“When I was twenty-one,” interrupted Witherle, “I was in love. The girl married somebody else. Before I met my wife she had cared for a man who married another woman. You see how it was. We were going to save the pieces together. As a business arrangement that sort of thing is all right. I haven’t a word to say against it. She is a good woman, and we got on as well as most people, only life was not ecstasy to either of us. Can’t you see us tied together, snaking our way along through existence as if it were some gray desert, and we crawling on and on over the sand, always with our faces bent to it, and nothing showing itself in our way but the white bones of the men and women who had travelled along there before us—grinning skulls mostly? Can’t you see it?”
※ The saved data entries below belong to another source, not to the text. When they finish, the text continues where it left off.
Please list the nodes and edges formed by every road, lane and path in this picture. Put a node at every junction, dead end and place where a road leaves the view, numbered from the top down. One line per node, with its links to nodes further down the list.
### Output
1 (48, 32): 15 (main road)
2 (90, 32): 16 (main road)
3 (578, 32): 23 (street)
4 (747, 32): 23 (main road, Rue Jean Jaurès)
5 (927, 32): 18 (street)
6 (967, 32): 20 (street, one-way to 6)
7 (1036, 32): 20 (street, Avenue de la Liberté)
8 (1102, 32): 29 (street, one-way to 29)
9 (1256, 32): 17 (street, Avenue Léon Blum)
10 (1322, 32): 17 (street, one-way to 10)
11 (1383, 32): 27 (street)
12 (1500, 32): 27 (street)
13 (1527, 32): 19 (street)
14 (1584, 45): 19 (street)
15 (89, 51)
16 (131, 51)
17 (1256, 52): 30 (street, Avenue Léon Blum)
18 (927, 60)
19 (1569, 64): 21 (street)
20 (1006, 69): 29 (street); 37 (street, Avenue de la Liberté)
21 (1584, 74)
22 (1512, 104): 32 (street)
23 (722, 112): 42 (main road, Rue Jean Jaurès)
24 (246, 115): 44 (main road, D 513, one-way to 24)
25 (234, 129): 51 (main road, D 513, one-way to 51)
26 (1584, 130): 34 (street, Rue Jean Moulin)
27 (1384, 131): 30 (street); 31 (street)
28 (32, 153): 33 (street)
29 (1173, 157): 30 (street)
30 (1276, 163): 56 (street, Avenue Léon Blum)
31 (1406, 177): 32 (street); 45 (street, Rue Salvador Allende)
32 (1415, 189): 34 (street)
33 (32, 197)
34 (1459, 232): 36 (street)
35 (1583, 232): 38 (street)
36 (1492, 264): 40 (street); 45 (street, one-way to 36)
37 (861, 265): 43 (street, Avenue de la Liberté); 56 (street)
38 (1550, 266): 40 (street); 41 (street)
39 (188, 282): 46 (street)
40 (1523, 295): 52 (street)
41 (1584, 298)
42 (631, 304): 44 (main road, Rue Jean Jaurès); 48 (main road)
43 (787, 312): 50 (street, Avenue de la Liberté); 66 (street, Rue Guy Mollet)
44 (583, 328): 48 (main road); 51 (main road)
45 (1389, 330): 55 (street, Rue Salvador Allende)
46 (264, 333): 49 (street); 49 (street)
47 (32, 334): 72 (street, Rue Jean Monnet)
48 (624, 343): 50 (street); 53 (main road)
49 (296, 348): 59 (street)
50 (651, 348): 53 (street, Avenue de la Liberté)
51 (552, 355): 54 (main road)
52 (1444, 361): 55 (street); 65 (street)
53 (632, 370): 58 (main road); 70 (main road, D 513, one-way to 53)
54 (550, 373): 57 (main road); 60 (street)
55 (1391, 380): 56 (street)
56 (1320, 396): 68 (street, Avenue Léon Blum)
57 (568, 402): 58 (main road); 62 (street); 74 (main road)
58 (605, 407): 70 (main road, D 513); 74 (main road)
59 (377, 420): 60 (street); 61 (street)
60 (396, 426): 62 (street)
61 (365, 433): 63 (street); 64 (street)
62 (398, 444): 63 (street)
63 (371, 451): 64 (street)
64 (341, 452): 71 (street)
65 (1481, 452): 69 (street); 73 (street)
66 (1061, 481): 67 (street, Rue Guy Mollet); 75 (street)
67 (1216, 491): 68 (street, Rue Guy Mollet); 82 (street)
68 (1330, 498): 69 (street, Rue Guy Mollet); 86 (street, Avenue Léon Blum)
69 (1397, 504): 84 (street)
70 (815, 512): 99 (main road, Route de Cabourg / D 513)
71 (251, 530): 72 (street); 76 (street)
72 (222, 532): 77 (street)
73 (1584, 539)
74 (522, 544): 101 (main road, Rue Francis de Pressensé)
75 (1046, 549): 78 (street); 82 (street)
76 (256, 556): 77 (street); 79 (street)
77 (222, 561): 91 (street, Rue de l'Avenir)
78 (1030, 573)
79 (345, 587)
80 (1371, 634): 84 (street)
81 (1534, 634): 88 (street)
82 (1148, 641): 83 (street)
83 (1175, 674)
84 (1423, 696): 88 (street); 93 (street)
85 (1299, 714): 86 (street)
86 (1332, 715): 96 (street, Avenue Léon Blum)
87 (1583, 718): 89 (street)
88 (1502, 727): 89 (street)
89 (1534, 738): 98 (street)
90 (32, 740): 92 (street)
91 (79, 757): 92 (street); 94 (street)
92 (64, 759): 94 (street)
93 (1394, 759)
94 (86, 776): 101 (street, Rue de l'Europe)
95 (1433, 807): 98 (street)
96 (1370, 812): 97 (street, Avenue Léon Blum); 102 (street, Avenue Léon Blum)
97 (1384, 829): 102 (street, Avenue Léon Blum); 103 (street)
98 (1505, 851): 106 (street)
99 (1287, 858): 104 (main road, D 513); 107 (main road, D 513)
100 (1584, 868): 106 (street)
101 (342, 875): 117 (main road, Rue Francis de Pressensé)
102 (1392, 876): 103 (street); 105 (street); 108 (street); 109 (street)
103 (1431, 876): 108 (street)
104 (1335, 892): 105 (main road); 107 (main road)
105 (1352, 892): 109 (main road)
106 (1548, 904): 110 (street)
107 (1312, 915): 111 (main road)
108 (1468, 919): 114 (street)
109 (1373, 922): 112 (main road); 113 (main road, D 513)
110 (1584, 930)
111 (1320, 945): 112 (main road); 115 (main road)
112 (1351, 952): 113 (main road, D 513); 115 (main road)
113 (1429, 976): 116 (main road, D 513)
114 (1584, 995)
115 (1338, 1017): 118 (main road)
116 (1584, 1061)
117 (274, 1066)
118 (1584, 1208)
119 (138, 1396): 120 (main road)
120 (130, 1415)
Looking up, he caught an expression in Lowndes’s eyes the meaning of which he suspected. “Oh, you needn’t be afraid,” he added, hastily, “that this is insanity. It’s only imagination. That’s the way I felt. And my work was only another long desert to be toiled through—with the Sphinx at the end. I wasn’t a successful preacher, and you know it. I hadn’t any grip on men. I hadn’t any grip on myself—or God. I couldn’t see any use or any meaning or any joy in it. The whole thing choked me. I wanted a simpler, more elemental life. I wanted to go up and down the earth and try new forms of living, new ways of doing things, new people. Life—that was what I wanted; to feel the pulse of the world throb under my touch, to be in the stir, to be doing something. I was always haunted by the conviction that life was tremendous if only you once got at it. I couldn’t get at it where I was. I was rotting away. So when that money was left me it came like a godsend. I knew my wife could live on that, and I didn’t think she’d miss me much, so I just came off.”
“And you like it?”
The man’s eyes flamed. “Like it? It’s great! It’s the only thing there is. I’ve been from Maine to California this year. I wintered in a Michigan lumber-camp—that was hell. I was a boat-hand on the Columbia last summer—that was heaven. I worked in a coal-mine two months—a scab workman, you understand. And now I’m at this. I tell you, it is fine to get rid of cudgelling your brains for ideas that aren’t there, and of pretending to teach people something you don’t know, and take to working with your hands nine hours a day and sleeping like a log all night. I hadn’t slept for months, you know. These people tell me about themselves. I’m seeing what life is like. I’m getting down to the foundations. I’ve learned more about humanity in the last six months than I ever knew in all my life. I believe I’ve learned more about religion. I’m getting hold of things. It’s like getting out on the open sea after that desert I was talking about—don’t you see? And it all tastes so good to me!” He dropped his head into his hands, exhausted by the flood of words he had poured rapidly out.
Lowndes hesitated long before he spoke. He was reflecting that Witherle’s exaltation was pathological—he was drunk with the air of the open road.
“Poor little devil!” he thought. “One might let alone a man who finds ecstasy in being a coal-heaver; but it won’t do.”
“Life is big,” he admitted, slowly; “it’s tremendous, if you like; it’s all you say—but it isn’t for you. Don’t you see it is too late? We’re all of us under bonds to keep the world’s peace and finish the contracts we undertake. You’re out of bounds now. You have got to come back.”
Witherle stared at him blankly. “You say that? After what I’ve told you? Why, there’s nothing to go back for. And here—there is everything! What harm am I doing, I’d like to know? Who is hurt? What claims has that life on me? Confound you!” his wrath rising fiercely, “how dare you talk like that to me? Why isn’t life for me as well as for you?”
This Witherle was a man he did not know. Lowndes felt a little heart-sick, but only the more convinced that he must make his point.
“If you didn’t feel that you were out of bounds, why were you afraid of me when I came along?”